The key actions that make a difference to the wellbeing of your children: • Communicating with your children – actively listening and talking to them. • Believing in their ability to succeed and making it clear you have ambitions for them. • Being warm and emotionally available. • Teaching them the alphabet and how to count. • Taking them on little trips e.g. to the museum or art gallery, having a picnic in the park. • Encouraging your children to read and reading to them as part of a daily routine. • Establish and maintain a regular bedtime that is age-appropriate.

Comparing children born in the same circumstances with the same economic factors affecting them, these are the factors that made the difference.

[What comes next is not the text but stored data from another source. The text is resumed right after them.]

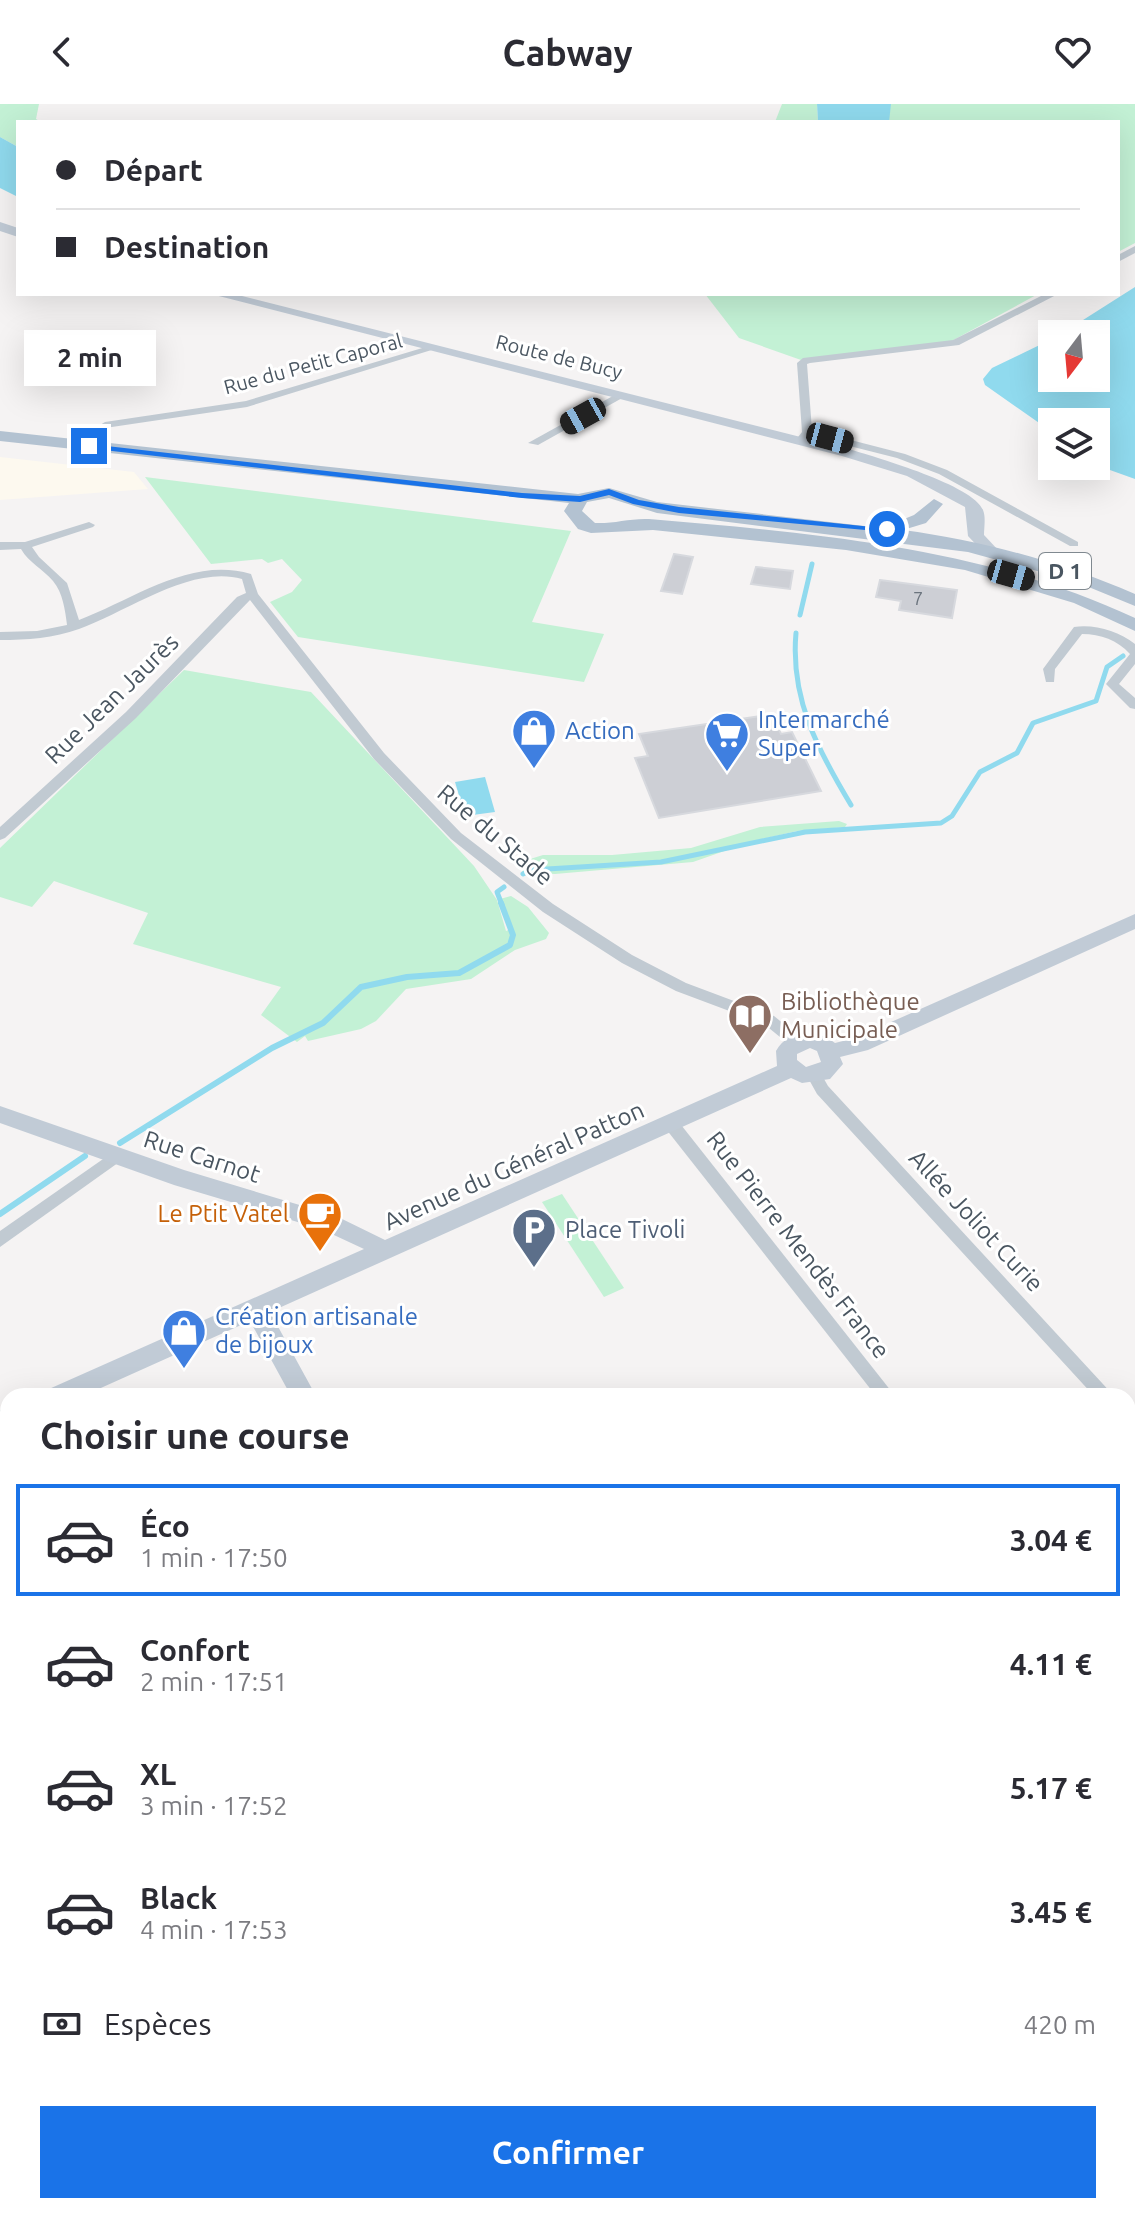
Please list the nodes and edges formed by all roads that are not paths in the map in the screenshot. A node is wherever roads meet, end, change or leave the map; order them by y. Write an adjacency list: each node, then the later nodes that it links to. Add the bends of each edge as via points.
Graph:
1 (224, 296): 3 (main road, Route de Bucy)
2 (1049, 296): 7 (street, via 955,343 802,363)
3 (433, 348): 4 (main road, Route de Bucy); 5 (street, Rue du Petit Caporal, via 247,404)
4 (620, 395): 7 (main road, Route de Bucy); 8 (street)
5 (105, 425)
6 (0, 436): 11 (main road)
7 (804, 436): 10 (main road, Route de Bucy); 18 (street, Route de Bucy, via 901,456 943,472)
8 (534, 443)
9 (0, 448): 14 (main road, via 510,504)
10 (885, 464): 13 (main road, Route de Bucy, via 918,481); 21 (main road, Route de Bucy, via 971,504 976,536)
11 (580, 499): 12 (main road, via 609,492); 14 (main road, via 573,511)
12 (636, 502): 15 (main road, via 640,514); 17 (main road, D 1)
13 (934, 504): 17 (main road, via 912,524)
14 (576, 518): 15 (main road, via 602,530)
15 (631, 524): 24 (main road, D 1, via 971,565 1070,594)
16 (89, 525): 19 (street)
17 (879, 531): 21 (main road, D 1)
18 (1074, 544)
19 (26, 545): 20 (street); 25 (street, via 59,579)
20 (0, 546)
21 (991, 551): 23 (main road, D 1, via 1076,574)
22 (252, 595): 25 (street, Rue du Stade, via 247,577 220,571); 31 (street, Rue Jean Jaurès); 33 (street, Rue du Stade, via 379,756 456,836 548,908 627,959 681,987 769,1020)
23 (1135, 601)
24 (1135, 625)
25 (74, 627): 26 (street)
26 (0, 636)
27 (1135, 653): 28 (street, via 1114,637 1078,630 1049,669); 29 (street, via 1112,684)
28 (1050, 679)
29 (1129, 696): 30 (street)
30 (1135, 705)
31 (0, 835)
32 (1135, 921): 34 (main road, via 861,1044)
33 (796, 1042): 34 (main road, via 812,1040); 35 (main road, via 786,1051)
34 (831, 1052): 36 (main road, via 832,1064)
35 (790, 1069): 36 (main road); 38 (main road, Avenue du Général Patton)
36 (815, 1076): 46 (street, Allée Joliot Curie, via 822,1090)
37 (0, 1114): 39 (main road, Rue Carnot)
38 (672, 1125): 41 (main road, Avenue du Général Patton); 45 (street, Rue Pierre Mendès France)
39 (116, 1156): 40 (street); 41 (main road, Rue Carnot, via 353,1233)
40 (0, 1240)
41 (385, 1252): 42 (main road, Avenue du Général Patton)
42 (256, 1309): 43 (main road, Avenue du Général Patton); 44 (main road)
43 (76, 1388)
44 (300, 1388)
45 (880, 1388)
46 (1098, 1388)

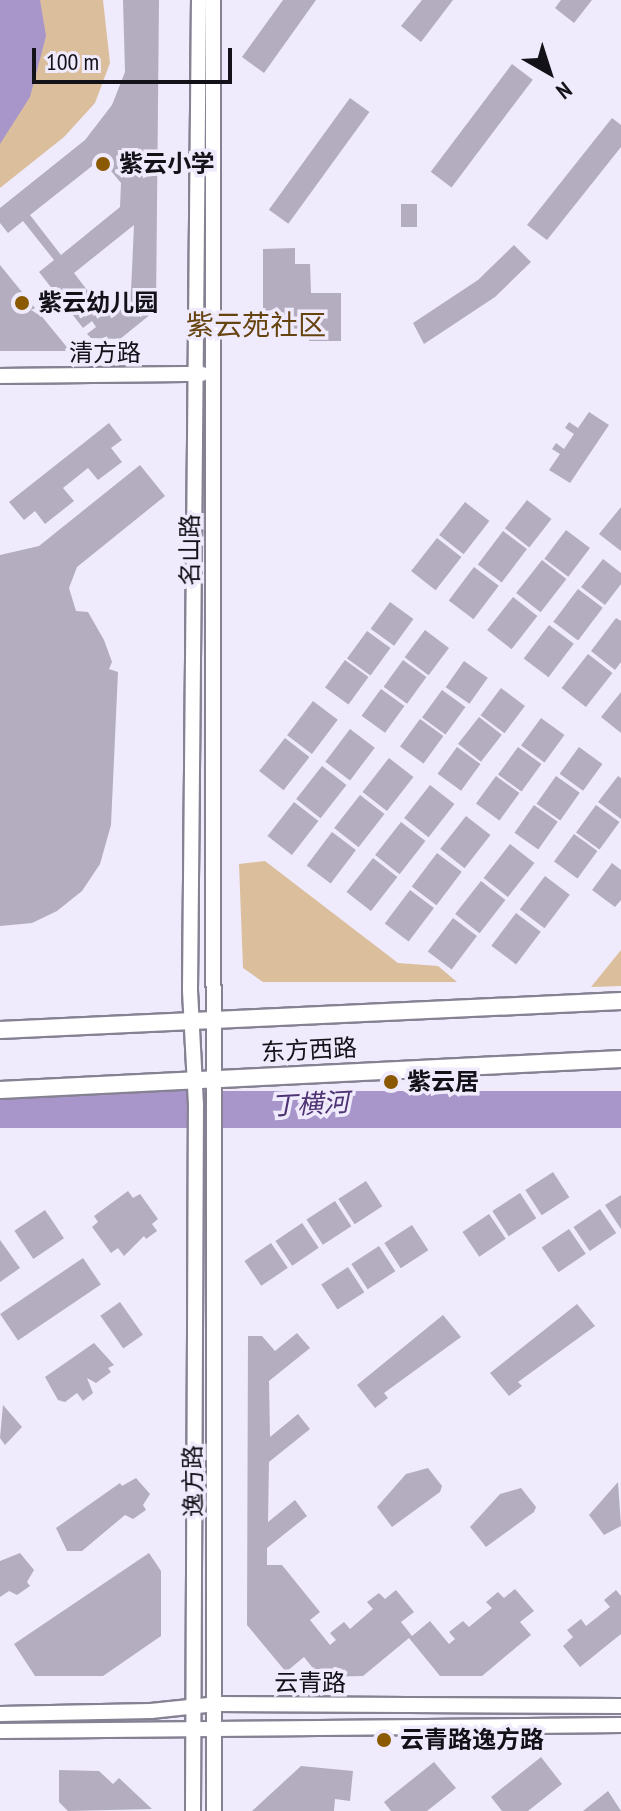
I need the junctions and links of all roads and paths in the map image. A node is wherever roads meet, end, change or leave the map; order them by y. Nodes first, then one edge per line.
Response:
1 (199, 0) edge
2 (213, 0) edge
3 (194, 374) junction
4 (211, 374) junction
5 (0, 376) edge
6 (621, 1001) edge
7 (214, 1021) junction
8 (194, 1022) junction
9 (0, 1030) edge
10 (621, 1059) edge
11 (204, 1078) junction
12 (0, 1090) edge
13 (212, 1100) joint
14 (216, 1704) junction
15 (621, 1706) edge
16 (192, 1707) junction
17 (0, 1714) edge
18 (621, 1725) edge
19 (216, 1729) junction
20 (192, 1730) junction
21 (0, 1731) edge
22 (193, 1811) edge
23 (214, 1811) edge

1 - 3 street, 名山路
2 - 4 street, 名山路
3 - 4 street, 清方路
3 - 5 street, 清方路
3 - 8 street, 名山路
4 - 7 street, 名山路
6 - 7 main road, 东方西路
7 - 8 main road, 东方西路
7 - 11 street, 名山路
8 - 9 main road, 东方西路
8 - 11 street, 名山路
10 - 11 main road, 东方西路
11 - 12 main road, 东方西路
11 - 13 street, 名山路
11 - 16 street, 逸方路
13 - 14 street, 逸方路
14 - 15 street, 云青路
14 - 16 street, 云青路
14 - 19 street, 逸方路
16 - 17 street, 云青路
16 - 20 street, 逸方路
18 - 19 street, 云青路
19 - 20 street, 云青路
19 - 23 street, 逸方路
20 - 21 street, 云青路
20 - 22 street, 逸方路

More recent studies on mind-minded parenting suggest that openly discussing the mind, and attributing meaning to your child’s early sounds and baby-ramblings, helps develop more socially savvy children who can empathise and predict emotional responses from others. These children are found to be more emotionally secure. Additionally, learning the language of mental states can help children exercise better self-control and delay gratification, which let’s face it, even some adults grapple with. But what about the whole nature vs nurture argument? Can science based parenting (nurture) override the innate 'nature’ of a child? No one likes to think that their baby is the difficult – in face I think we’d all like to believe our child is a clean slate and we as parents have that ultimate ability to shape its life, which is largely true. But a genetic pre-disposition to being an introvert or extrovert, the trauma of being born, and who knows what other personality traits are inherited – all affect a child’s ability to self-sooth, to adjust to routines, their response to stimulation and noise.

The only thing we can do as parents is adjust our parenting to the unique disposition of that tiny human we’ve brought into the world or have decided to raise as our own. But the great news is, we don’t need to reinvent the wheel - what better way to tailor our parenting, than to start with what science has found to be methods that have worked for countless others and have been associated with raising well-rounded, emotionally secure and physically healthy tiny humans.